*** Opening THE DATA ***

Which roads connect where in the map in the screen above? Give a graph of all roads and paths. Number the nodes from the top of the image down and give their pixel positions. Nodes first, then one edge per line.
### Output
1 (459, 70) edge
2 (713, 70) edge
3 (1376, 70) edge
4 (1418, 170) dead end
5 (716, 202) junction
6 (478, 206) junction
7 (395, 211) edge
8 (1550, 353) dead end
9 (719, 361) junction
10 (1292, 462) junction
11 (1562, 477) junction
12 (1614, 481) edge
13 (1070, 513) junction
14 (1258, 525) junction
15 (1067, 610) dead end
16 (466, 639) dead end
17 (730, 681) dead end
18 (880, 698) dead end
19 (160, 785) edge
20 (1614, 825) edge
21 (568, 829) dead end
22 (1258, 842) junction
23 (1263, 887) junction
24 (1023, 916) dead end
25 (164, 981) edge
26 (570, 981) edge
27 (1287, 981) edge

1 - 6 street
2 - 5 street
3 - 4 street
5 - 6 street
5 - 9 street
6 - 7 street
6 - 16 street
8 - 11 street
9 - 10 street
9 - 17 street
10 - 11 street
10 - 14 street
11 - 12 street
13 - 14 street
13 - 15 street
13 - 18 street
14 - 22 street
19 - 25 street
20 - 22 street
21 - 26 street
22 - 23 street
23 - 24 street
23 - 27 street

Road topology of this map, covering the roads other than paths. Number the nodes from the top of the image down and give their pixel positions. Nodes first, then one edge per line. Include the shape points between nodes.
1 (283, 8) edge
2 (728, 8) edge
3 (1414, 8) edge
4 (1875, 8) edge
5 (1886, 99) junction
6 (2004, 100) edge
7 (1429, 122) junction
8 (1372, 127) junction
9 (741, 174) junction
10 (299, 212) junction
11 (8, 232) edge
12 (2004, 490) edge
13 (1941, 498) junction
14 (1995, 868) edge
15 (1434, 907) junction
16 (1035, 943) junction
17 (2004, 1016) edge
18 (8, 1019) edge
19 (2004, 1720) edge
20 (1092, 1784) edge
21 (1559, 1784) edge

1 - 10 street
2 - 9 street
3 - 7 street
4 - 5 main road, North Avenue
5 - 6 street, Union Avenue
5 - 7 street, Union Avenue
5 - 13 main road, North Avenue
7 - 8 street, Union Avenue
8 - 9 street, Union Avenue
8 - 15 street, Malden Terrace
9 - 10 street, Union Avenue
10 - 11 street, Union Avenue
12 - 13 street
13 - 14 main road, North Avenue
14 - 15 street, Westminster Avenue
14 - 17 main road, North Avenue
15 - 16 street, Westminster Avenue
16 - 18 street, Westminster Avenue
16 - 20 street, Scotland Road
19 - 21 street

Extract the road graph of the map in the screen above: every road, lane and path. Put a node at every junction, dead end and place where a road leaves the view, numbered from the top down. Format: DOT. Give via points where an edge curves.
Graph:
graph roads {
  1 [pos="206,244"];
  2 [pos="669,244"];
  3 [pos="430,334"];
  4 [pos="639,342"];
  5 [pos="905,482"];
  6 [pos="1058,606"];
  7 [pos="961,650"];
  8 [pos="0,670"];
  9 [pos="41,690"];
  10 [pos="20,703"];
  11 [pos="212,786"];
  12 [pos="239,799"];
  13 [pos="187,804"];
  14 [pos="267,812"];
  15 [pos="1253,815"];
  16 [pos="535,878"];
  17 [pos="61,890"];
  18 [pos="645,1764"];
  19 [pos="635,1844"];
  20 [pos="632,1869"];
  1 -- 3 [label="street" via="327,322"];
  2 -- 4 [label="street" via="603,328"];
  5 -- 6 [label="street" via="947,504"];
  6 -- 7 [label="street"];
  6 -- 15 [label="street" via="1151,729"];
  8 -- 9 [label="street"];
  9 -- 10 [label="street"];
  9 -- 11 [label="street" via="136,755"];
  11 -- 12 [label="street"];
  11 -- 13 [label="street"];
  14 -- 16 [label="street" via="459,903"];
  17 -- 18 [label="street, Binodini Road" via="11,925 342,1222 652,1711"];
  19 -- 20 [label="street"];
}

*** Closing THE DATA ***

● **TASK**
Please return all of the entries shown above, exactly as they stand.

● **EXPECTED ANSWER**
Which roads connect where in the map in the screen above? Give a graph of all roads and paths. Number the nodes from the top of the image down and give their pixel positions. Nodes first, then one edge per line.
### Output
1 (459, 70) edge
2 (713, 70) edge
3 (1376, 70) edge
4 (1418, 170) dead end
5 (716, 202) junction
6 (478, 206) junction
7 (395, 211) edge
8 (1550, 353) dead end
9 (719, 361) junction
10 (1292, 462) junction
11 (1562, 477) junction
12 (1614, 481) edge
13 (1070, 513) junction
14 (1258, 525) junction
15 (1067, 610) dead end
16 (466, 639) dead end
17 (730, 681) dead end
18 (880, 698) dead end
19 (160, 785) edge
20 (1614, 825) edge
21 (568, 829) dead end
22 (1258, 842) junction
23 (1263, 887) junction
24 (1023, 916) dead end
25 (164, 981) edge
26 (570, 981) edge
27 (1287, 981) edge

1 - 6 street
2 - 5 street
3 - 4 street
5 - 6 street
5 - 9 street
6 - 7 street
6 - 16 street
8 - 11 street
9 - 10 street
9 - 17 street
10 - 11 street
10 - 14 street
11 - 12 street
13 - 14 street
13 - 15 street
13 - 18 street
14 - 22 street
19 - 25 street
20 - 22 street
21 - 26 street
22 - 23 street
23 - 24 street
23 - 27 street

Road topology of this map, covering the roads other than paths. Number the nodes from the top of the image down and give their pixel positions. Nodes first, then one edge per line. Include the shape points between nodes.
1 (283, 8) edge
2 (728, 8) edge
3 (1414, 8) edge
4 (1875, 8) edge
5 (1886, 99) junction
6 (2004, 100) edge
7 (1429, 122) junction
8 (1372, 127) junction
9 (741, 174) junction
10 (299, 212) junction
11 (8, 232) edge
12 (2004, 490) edge
13 (1941, 498) junction
14 (1995, 868) edge
15 (1434, 907) junction
16 (1035, 943) junction
17 (2004, 1016) edge
18 (8, 1019) edge
19 (2004, 1720) edge
20 (1092, 1784) edge
21 (1559, 1784) edge

1 - 10 street
2 - 9 street
3 - 7 street
4 - 5 main road, North Avenue
5 - 6 street, Union Avenue
5 - 7 street, Union Avenue
5 - 13 main road, North Avenue
7 - 8 street, Union Avenue
8 - 9 street, Union Avenue
8 - 15 street, Malden Terrace
9 - 10 street, Union Avenue
10 - 11 street, Union Avenue
12 - 13 street
13 - 14 main road, North Avenue
14 - 15 street, Westminster Avenue
14 - 17 main road, North Avenue
15 - 16 street, Westminster Avenue
16 - 18 street, Westminster Avenue
16 - 20 street, Scotland Road
19 - 21 street

Extract the road graph of the map in the screen above: every road, lane and path. Put a node at every junction, dead end and place where a road leaves the view, numbered from the top down. Format: DOT. Give via points where an edge curves.
Graph:
graph roads {
  1 [pos="206,244"];
  2 [pos="669,244"];
  3 [pos="430,334"];
  4 [pos="639,342"];
  5 [pos="905,482"];
  6 [pos="1058,606"];
  7 [pos="961,650"];
  8 [pos="0,670"];
  9 [pos="41,690"];
  10 [pos="20,703"];
  11 [pos="212,786"];
  12 [pos="239,799"];
  13 [pos="187,804"];
  14 [pos="267,812"];
  15 [pos="1253,815"];
  16 [pos="535,878"];
  17 [pos="61,890"];
  18 [pos="645,1764"];
  19 [pos="635,1844"];
  20 [pos="632,1869"];
  1 -- 3 [label="street" via="327,322"];
  2 -- 4 [label="street" via="603,328"];
  5 -- 6 [label="street" via="947,504"];
  6 -- 7 [label="street"];
  6 -- 15 [label="street" via="1151,729"];
  8 -- 9 [label="street"];
  9 -- 10 [label="street"];
  9 -- 11 [label="street" via="136,755"];
  11 -- 12 [label="street"];
  11 -- 13 [label="street"];
  14 -- 16 [label="street" via="459,903"];
  17 -- 18 [label="street, Binodini Road" via="11,925 342,1222 652,1711"];
  19 -- 20 [label="street"];
}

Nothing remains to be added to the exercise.